The Henschel Hs 126 was a twin-seat parasol wing reconnaissance and observation aircraft designed and produced by the German aircraft manufacturer Henschel.

The Hs 126 was derived from the Henschel Hs 122. The pilot was seated in a protected cockpit under the parasol wing and the gunner in an open rear cockpit. In the autumn of 1936, the first prototype made its maiden flight; it was soon followed by two more prototypes and a batch of pre-production aircraft. During early 1938, the Hs 126 underwent service evaluation; it was well received for its good short takeoff performance and low-speed flight characteristics, attributes that proved to be frequently useful during its operational history.

The Hs 126 saw combat on numerous fronts, the first occasion being with the Legion Condor contingent that participated in the Spanish Civil War during the late 1930s. It was active on numerous fronts of the Second World War, by which point it had become the principal short-range reconnaissance aircraft of the Luftwaffe. Large numbers of Hs 126s flew during the Invasion of Poland, the Battle of France, and the Invasion of the Soviet Union. On 12 September 1943, a number of Hs 126s were used to tow ten DFS 230 attack gliders from Pratica Di Mare airfield near Rome to the Gran Sasso on a raid to rescue Benito Mussolini. The Royal Hellenic Air Force also operated 16 Hs 126s, which saw action during the Greco-Italian War. It was withdrawn from Luftwaffe service in 1943, by which point the Hs 126 had been superseded by the Fieseler Fi 156 Storch, a general-purpose STOL aircraft, as well as the twin-boom Focke-Wulf Fw 189 Uhu.

==Design and development==
The origins of the Hs 126 that was derived from the Henschel Hs 122, which did not advance beyond pre-production after flight testing demonstrated the type to offer no meaningful improvement over the existing Heinkel He 46. During 1936, Heinkel's chief designer, Friedrich Nicolaus, commenced work on a more advanced version of the Hs 122; this was later redesignated as the Hs 126. While it retained the same basic configuration of the Hs 122, however, it differed by its redesigned parasol wing, cantilever undercarriage, and a semi-enclosed cockpit. The Hs 126 also featured all-metal stressed skin construction.

In the autumn of 1936, the first prototype conducted its maiden flight, powered by a single Junkers Jumo 210 V12 engine. The first prototype was not entirely up to Luftwaffe.
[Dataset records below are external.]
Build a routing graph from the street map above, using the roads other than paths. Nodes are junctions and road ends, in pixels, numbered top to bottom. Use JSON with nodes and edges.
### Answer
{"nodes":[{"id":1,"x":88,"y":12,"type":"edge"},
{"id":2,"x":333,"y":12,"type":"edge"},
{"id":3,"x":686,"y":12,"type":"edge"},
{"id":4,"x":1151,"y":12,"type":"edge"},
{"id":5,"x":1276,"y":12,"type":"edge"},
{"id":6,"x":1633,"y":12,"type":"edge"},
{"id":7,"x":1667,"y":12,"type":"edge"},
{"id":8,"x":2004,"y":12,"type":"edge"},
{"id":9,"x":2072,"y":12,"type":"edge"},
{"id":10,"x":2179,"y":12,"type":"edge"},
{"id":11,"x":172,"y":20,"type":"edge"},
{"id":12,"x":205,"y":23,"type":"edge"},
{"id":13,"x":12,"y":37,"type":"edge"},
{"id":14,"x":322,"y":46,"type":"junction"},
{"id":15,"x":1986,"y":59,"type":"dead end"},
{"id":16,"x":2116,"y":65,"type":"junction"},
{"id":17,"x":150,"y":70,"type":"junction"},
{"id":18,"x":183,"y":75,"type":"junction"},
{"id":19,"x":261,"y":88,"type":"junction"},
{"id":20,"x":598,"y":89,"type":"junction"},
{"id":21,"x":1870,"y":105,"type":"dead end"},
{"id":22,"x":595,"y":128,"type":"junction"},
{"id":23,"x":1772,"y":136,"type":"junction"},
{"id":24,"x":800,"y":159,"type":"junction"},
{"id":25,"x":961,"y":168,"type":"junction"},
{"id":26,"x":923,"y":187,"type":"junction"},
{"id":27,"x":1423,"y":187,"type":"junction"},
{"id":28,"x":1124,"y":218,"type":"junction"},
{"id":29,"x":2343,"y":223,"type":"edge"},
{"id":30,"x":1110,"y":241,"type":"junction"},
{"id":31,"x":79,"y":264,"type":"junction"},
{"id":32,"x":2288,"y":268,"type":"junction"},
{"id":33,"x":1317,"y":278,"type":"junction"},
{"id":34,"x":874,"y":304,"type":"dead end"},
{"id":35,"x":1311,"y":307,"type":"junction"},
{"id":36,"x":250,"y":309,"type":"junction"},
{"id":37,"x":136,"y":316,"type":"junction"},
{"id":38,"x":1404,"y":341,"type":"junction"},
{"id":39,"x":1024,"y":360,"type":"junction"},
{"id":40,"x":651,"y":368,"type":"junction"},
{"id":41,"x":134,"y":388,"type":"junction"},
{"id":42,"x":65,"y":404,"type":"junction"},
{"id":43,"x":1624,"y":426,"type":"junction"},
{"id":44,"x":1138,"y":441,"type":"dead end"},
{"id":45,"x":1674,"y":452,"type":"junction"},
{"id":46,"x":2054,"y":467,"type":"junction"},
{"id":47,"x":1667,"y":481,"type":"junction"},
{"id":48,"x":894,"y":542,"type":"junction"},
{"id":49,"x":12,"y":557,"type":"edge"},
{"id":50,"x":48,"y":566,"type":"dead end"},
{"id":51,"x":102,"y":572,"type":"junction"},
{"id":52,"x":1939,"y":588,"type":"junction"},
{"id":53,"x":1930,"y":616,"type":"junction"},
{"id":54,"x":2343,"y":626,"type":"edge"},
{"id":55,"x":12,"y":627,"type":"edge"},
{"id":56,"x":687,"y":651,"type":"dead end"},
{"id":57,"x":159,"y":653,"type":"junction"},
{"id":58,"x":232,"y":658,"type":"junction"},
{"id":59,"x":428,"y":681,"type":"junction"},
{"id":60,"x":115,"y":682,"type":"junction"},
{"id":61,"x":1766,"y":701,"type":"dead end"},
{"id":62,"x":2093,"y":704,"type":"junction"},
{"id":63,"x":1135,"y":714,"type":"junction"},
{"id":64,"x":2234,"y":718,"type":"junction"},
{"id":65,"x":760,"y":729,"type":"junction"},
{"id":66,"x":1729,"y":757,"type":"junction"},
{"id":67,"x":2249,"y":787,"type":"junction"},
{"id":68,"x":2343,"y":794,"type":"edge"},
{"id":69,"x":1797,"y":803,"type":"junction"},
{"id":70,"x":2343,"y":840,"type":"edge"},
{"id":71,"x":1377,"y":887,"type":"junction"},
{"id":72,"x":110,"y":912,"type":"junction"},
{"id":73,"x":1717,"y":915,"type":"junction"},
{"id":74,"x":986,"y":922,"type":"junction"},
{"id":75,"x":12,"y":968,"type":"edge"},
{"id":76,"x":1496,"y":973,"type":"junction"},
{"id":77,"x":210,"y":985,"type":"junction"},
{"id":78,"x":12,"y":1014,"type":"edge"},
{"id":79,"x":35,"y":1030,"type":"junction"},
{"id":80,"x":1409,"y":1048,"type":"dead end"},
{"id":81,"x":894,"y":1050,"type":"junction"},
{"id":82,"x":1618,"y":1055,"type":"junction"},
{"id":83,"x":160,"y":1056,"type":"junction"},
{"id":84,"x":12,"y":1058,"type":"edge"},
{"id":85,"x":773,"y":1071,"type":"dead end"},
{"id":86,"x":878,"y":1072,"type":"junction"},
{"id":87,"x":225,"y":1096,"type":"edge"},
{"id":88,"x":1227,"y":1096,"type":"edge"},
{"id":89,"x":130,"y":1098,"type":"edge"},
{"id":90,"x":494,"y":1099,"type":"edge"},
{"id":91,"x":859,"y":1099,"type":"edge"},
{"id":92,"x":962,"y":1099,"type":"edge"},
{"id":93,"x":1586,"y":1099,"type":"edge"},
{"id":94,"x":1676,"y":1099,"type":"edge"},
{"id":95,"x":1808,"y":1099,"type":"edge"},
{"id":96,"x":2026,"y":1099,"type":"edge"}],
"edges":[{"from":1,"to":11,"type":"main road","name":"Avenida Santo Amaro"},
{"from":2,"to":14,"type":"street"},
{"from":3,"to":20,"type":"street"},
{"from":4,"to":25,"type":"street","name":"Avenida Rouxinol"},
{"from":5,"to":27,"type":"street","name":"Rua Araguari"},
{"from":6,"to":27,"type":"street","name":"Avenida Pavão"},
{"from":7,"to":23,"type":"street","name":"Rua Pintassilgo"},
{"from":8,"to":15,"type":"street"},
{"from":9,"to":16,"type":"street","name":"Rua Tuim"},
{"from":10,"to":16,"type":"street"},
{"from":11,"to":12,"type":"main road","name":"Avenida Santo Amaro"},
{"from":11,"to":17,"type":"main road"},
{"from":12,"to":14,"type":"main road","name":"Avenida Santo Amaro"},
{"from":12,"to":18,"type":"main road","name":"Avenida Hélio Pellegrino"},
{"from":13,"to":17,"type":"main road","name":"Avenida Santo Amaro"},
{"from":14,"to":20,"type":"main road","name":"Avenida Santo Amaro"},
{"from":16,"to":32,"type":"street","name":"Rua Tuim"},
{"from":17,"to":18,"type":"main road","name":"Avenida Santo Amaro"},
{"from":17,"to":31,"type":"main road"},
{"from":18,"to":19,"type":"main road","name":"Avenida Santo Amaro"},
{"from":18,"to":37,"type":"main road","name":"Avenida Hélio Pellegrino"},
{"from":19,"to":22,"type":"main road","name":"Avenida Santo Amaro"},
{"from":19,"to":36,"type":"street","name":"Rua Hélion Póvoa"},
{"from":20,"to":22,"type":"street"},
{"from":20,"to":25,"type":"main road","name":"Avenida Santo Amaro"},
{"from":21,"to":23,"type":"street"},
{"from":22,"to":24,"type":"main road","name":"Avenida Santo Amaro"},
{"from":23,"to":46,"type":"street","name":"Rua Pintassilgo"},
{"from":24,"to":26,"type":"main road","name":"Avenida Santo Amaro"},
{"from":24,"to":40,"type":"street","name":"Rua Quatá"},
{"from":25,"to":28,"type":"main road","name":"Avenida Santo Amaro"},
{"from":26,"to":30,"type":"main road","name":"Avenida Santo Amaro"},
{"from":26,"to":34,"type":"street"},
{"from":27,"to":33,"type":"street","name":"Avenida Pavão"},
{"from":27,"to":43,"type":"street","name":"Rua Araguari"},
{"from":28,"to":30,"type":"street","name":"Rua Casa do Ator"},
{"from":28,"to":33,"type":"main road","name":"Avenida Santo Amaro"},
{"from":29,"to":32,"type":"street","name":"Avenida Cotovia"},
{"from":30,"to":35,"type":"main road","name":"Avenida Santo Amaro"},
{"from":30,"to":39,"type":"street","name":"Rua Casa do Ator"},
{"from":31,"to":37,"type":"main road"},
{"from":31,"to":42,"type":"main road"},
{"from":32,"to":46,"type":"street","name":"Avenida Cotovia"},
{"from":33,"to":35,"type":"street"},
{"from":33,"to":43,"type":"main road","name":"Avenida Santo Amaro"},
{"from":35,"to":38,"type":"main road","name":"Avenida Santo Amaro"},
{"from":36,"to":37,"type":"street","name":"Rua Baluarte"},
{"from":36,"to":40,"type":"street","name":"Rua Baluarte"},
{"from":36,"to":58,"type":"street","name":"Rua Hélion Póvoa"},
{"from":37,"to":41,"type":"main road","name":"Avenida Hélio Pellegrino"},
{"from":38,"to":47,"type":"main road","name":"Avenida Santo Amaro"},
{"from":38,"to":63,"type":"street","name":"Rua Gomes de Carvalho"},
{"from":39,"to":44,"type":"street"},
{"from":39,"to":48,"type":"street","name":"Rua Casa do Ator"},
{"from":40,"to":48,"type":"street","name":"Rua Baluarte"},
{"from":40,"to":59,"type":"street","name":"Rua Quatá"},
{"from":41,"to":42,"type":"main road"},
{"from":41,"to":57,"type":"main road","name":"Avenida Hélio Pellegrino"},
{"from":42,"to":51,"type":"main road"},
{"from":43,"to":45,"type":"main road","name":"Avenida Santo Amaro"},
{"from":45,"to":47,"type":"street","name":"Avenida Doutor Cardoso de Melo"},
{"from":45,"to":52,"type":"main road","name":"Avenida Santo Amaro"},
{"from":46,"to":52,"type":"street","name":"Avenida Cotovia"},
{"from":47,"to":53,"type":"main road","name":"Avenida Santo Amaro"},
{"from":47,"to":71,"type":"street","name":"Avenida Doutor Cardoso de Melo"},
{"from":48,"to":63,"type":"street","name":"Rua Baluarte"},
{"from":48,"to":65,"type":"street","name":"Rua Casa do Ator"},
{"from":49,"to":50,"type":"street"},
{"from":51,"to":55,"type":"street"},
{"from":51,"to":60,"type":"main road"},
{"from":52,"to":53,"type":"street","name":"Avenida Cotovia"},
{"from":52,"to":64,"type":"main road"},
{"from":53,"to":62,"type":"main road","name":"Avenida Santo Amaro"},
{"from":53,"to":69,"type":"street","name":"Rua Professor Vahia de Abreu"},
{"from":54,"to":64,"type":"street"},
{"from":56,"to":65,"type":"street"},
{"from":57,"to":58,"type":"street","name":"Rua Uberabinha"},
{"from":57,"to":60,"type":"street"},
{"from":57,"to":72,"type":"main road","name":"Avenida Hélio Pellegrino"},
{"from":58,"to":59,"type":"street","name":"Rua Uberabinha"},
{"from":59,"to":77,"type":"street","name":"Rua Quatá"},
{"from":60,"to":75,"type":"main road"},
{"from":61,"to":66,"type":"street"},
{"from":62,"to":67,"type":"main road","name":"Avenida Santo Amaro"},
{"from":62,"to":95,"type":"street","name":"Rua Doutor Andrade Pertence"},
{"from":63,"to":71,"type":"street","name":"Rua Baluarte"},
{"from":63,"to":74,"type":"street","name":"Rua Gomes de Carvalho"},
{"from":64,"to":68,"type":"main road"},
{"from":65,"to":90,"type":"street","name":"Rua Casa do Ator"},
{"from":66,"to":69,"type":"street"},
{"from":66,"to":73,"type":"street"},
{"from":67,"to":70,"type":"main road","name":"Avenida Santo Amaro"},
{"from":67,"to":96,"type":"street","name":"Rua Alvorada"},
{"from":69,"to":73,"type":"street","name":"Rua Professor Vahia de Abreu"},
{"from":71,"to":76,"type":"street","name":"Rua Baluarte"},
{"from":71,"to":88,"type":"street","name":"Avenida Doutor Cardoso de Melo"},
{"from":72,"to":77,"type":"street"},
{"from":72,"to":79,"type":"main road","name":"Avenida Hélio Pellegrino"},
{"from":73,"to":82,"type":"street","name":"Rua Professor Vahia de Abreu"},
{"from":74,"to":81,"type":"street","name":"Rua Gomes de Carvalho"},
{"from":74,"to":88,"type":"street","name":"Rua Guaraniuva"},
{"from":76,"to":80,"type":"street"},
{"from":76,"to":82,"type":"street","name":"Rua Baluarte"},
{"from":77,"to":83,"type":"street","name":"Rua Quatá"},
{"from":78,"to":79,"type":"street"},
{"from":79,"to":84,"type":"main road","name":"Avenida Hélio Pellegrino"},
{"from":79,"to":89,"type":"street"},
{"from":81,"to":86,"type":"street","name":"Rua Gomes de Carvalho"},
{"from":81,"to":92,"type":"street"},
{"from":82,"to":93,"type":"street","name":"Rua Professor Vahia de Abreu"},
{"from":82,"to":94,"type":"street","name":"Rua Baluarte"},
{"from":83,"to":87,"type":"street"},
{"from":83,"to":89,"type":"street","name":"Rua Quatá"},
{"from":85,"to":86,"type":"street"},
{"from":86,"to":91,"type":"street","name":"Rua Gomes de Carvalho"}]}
Early flights were made without the cockpit cover. Both the second and third prototypes were powered by the Bramo 323 radial engine; the former was fitted with a supercharger, an enlarged rudder, and twin tailplane bracing struts.

By the end of 1937, a pre-production batch of HS 126A-0s had been completed; these were broadly similar to the third prototype. The first production standard Hs 126A-1s came of Henschel's production line in early 1938; this model differed from the pre-production aircraft mainly in terms of their fitout, being powered by a BMW 132Dc radial and equipped with a single fixed Zeiss camera in the rear fuselage bay as well as provisions for armaments, including a pair of machine guns and a hardpoint bomb rack. During early 1938, several Hs 126s were delivered to the reconniassance Lehrgruppe for service evaluation. During these evaluation flights, it was determined that the type possessed favourable flying characteristics and extremely good short-field performance.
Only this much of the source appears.